Cooray Samantha, Dellaportas Dionysios, Caruana Clifford, Davies Andrew R
Department of Upper Gastrointestinal Surgery, St. Thomas' Hospital, Guy's and St. Thomas' Oesophago-Gastric Centre, London, UK.
Case Rep Surg. 2017;2017:4086056. doi: 10.1155/2017/4086056. Epub 2017 Feb 20.
. Spontaneous intramural oesophageal haematoma is a rare condition that usually occurs secondary to an acute or chronic coagulation disorder. The presenting complaint is often with retrosternal chest pain and most patients are initially investigated to exclude more common causes in the differential diagnosis, such as acute coronary syndromes. Severe life-threatening bleeding or perforation seldom, if ever, arises. . We present a case of spontaneous oesophageal haematoma which appears to have developed gradually in a 69-year-old female with uncontrolled hypertension and antiplatelet medication use. The diagnosis was made on computed tomography imaging and was further evaluated with upper gastrointestinal endoscopy. Management was conservative and a follow-up endoscopy two weeks later showed almost complete resolution of the lesion. . Spontaneous oesophageal haematomas are very rare and usually result in the separation of the mucosal layer from the underlying muscle, presenting with chest pain, haematemesis, and dysphagia. Usually the diagnosis is one of exclusion, based on computed tomography imaging and endoscopy. Conservative management is almost always successful.

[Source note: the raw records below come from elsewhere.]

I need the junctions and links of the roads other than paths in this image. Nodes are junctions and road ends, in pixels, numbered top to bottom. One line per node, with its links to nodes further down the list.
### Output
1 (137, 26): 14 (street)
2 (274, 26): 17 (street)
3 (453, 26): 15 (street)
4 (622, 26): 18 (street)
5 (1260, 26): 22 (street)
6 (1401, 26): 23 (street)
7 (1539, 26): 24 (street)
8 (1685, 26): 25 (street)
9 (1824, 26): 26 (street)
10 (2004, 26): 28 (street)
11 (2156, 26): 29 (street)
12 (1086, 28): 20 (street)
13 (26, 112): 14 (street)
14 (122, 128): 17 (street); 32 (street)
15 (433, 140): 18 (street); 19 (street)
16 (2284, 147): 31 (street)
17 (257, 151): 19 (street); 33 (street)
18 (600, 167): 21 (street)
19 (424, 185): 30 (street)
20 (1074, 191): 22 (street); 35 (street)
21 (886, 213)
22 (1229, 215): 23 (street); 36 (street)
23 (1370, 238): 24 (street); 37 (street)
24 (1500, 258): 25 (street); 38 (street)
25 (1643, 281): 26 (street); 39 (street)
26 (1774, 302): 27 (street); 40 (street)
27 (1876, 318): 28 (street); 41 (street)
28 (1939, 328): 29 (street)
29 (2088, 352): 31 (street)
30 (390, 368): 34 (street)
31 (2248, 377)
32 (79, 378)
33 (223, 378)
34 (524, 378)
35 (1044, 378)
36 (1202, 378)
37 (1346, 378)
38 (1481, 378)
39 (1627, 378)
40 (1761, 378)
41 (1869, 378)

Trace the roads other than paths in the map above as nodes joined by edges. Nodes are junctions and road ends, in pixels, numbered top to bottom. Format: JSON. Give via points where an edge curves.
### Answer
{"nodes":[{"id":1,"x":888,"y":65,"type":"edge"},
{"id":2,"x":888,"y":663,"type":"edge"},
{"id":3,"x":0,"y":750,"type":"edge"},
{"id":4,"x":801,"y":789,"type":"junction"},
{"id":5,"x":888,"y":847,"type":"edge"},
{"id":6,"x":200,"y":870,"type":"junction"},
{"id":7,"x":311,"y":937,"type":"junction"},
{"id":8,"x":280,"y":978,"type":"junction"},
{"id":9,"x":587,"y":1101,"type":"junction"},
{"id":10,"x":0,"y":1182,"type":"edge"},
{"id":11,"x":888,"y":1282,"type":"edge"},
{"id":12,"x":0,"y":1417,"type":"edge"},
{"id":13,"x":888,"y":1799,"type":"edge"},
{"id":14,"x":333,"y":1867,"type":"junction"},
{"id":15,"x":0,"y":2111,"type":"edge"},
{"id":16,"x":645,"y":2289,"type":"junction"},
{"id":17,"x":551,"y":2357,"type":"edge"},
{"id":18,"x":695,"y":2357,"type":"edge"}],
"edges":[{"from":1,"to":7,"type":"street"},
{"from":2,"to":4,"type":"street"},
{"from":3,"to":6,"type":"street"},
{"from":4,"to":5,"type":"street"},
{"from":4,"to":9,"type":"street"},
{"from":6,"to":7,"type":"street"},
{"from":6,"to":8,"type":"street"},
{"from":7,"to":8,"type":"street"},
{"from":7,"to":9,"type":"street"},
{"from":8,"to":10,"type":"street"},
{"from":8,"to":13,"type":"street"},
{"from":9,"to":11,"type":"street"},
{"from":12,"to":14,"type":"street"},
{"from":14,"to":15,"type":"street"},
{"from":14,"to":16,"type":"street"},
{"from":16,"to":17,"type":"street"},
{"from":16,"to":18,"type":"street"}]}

自发性食管壁内血肿是一种罕见疾病,通常继发于急性或慢性凝血功能障碍。主要症状常为胸骨后胸痛,大多数患者最初接受检查以排除鉴别诊断中更常见的病因,如急性冠状动脉综合征。严重的危及生命的出血或穿孔极少发生。我们报告一例自发性食管血肿病例,该病例似乎在一名69岁患有未控制高血压且正在使用抗血小板药物的女性患者中逐渐发展。通过计算机断层扫描成像做出诊断,并通过上消化道内镜进行进一步评估。治疗采用保守治疗,两周后的随访内镜检查显示病变几乎完全消退。自发性食管血肿非常罕见,通常导致黏膜层与下层肌肉分离,表现为胸痛、呕血和吞咽困难。通常基于计算机断层扫描成像和内镜检查进行排除性诊断。保守治疗几乎总是成功的。